Das englische Original heißt einfach Wagnerism, im Deutschen raffinierter Die Welt nach Wagner.
Raffinierter, weil das „nach“ einerseits zeitlich zu verstehen ist: was geschah mit Wagners Werk, nachdem das Leben zu Ende war. Das war, lernen wir auf neunhundert Seiten, eine Menge. Andererseits steckt darin auch der Anspruch, die (ganze) Welt, jedenfalls nicht nur die der „Oper“, durch die Wagnerbrille und die Wagnersche Weltdeutungsambition zu sehen. Für viele war und ist das eine verlockende Perspektive, und das Verrückte ist, wie vielfältig, ja widersprüchlich zueinander steht, was man da zu sehen bekommt. Von reaktionär rechts und gewaltbereit faschistoid über praktisch alle politischen Zwischenstufen bis radikal links, Erlösungen aller Art versprechend, viel fauler Zauber inklusive. Stur rückwärtsgewandt bis avantgardistisch, frauen- und judenfeindlich bis zu Visionen eines gerechten Miteinanders, auf die Gesellschaft bezogen oder als Angebot, sich aus der Welt in Privatmythologien hinauszuträumen. Wer sich nur ein wenig mit dem Wagner-Kosmos befasst hat, ahnt es, hier aber ist es einmal in erschlagender Fülle ausgebreitet, ein Wahnsinn.

wagner alamy

Maestro Wagner bei der Arbeit.

(Foto: Alamy)

Der Jahresend-Lockdown ist die Gelegenheit, dicke Bücher zu lesen, und auf etwas Neues des geschätzten Alex Ross, Musikkritiker des New Yorker, ist man neugierig spätestens seit seiner inspirierenden Musikgeschichte des 20. Jahrhunderts The Rest is Noise. Ich gestehe, wir sähen Alex gern als Kolumnisten bei takt1, vielleicht klappt das ja eines Tages.
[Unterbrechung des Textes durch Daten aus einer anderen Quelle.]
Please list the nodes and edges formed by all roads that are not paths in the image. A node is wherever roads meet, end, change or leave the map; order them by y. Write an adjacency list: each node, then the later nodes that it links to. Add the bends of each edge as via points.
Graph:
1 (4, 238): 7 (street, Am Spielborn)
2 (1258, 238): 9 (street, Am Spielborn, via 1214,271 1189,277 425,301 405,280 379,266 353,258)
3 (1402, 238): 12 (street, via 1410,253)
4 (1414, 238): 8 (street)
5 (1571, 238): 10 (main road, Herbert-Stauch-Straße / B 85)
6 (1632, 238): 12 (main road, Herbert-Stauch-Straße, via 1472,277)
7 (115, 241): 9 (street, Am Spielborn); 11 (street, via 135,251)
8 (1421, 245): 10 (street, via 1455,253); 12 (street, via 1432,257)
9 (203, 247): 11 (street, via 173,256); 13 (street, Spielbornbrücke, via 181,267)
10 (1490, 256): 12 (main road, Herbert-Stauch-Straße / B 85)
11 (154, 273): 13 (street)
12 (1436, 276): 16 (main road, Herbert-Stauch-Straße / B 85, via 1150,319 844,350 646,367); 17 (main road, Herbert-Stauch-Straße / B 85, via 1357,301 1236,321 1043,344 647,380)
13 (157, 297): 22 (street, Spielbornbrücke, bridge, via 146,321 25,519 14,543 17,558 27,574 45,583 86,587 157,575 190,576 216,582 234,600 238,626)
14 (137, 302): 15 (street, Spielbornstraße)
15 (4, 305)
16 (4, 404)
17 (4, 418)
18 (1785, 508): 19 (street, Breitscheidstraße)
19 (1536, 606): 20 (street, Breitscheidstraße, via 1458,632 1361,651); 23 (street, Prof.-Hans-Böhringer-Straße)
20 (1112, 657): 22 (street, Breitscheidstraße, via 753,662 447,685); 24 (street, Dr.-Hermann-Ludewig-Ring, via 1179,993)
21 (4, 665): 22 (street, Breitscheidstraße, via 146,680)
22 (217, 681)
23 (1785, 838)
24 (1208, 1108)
Imponierend und wagemutig ist der Ansatz des Buchs, die annähernd kakophonen Nachklänge des Wagnerwerks nicht nur an den bekannten Beispielen des französischen (Baudelaire, Mallarmé), katalanischen, englischen, amerikanischen Wagnerismus zu erzählen, nicht nur die schon so oft gestellten Fragen, wieviel Wagner in Hitler, wieviel Hitler womöglich in Wagner stecke, einmal mehr auszubreiten, sondern auch den krudesten Nebenwegen zu folgen, auch dem Afro-Wagnerismus Aufmerksamkeit zu widmen, der Tragik der 1896 beinah ersten Schwarzen Bayreuther Walküre Luranah Aldridge Raum zu geben. So viele Geschichten, der Welt-Wagnerismus kommt einem vor wie ein gigantisches Multiplexkino von Projektionsflächen aller Erdenklichkeit.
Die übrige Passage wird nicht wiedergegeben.